Provable Advantage of Parameterized Quantum Circuit in Function
Approximation
- URL: http://arxiv.org/abs/2310.07528v1
- Date: Wed, 11 Oct 2023 14:29:11 GMT
- Title: Provable Advantage of Parameterized Quantum Circuit in Function
Approximation
- Authors: Zhan Yu, Qiuhao Chen, Yuling Jiao, Yinan Li, Xiliang Lu, Xin Wang,
Jerry Zhijian Yang
- Abstract summary: We analyze the expressivity of PQCs through the lens of function approximation.
We compare our proposed PQCs to nearly optimal deep neural networks in approxing high-dimensional smooth functions.

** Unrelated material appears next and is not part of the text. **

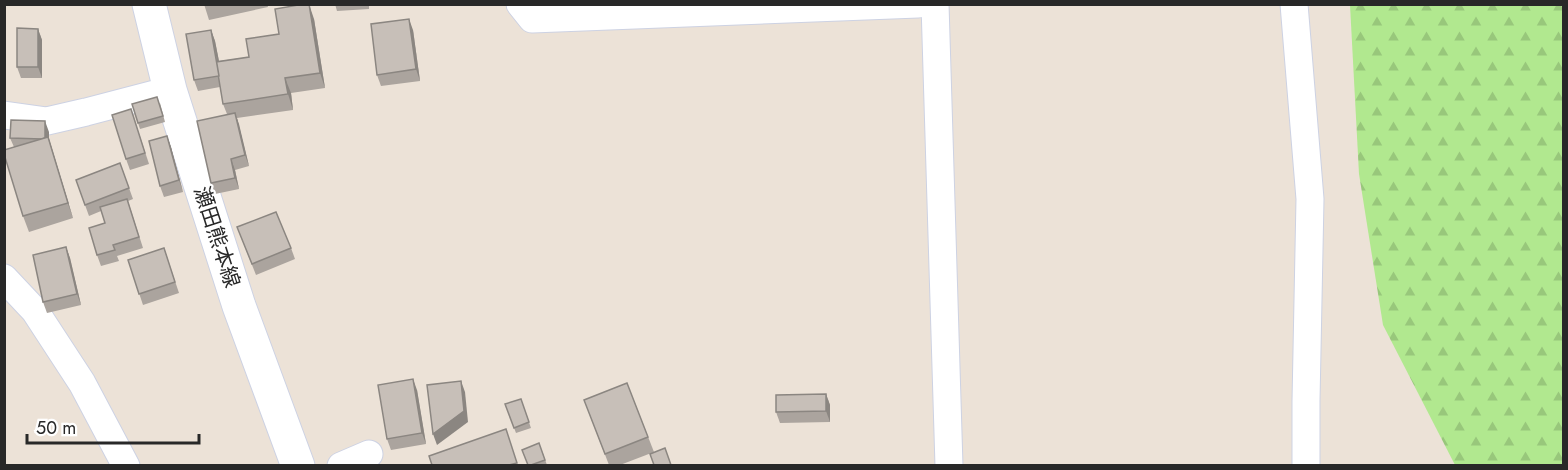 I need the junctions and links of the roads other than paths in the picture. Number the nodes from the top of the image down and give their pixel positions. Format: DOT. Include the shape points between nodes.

- Score: 17.286013304279013
- License: http://creativecommons.org/licenses/by/4.0/
- Abstract: Understanding the power of parameterized quantum circuits (PQCs) in
accomplishing machine learning tasks is one of the most important questions in
quantum machine learning. In this paper, we analyze the expressivity of PQCs
through the lens of function approximation. Previously established universal
approximation theorems for PQCs are mainly nonconstructive, leading us to the
following question: How large do the PQCs need to be to approximate the target
function up to a given error? We exhibit explicit constructions of data
re-uploading PQCs for approximating continuous and smooth functions and
establish quantitative approximation error bounds in terms of the width, the
depth and the number of trainable parameters of the PQCs. To achieve this, we
utilize techniques from quantum signal processing and linear combinations of
unitaries to construct PQCs that implement multivariate polynomials. We
implement global and local approximation techniques using Bernstein polynomials
and local Taylor expansion and analyze their performances in the quantum
setting. We also compare our proposed PQCs to nearly optimal deep neural
networks in approximating high-dimensional smooth functions, showing that the
ratio between model sizes of PQC and deep neural networks is exponentially
small with respect to the input dimension. This suggests a potentially novel
avenue for showcasing quantum advantages in quantum machine learning.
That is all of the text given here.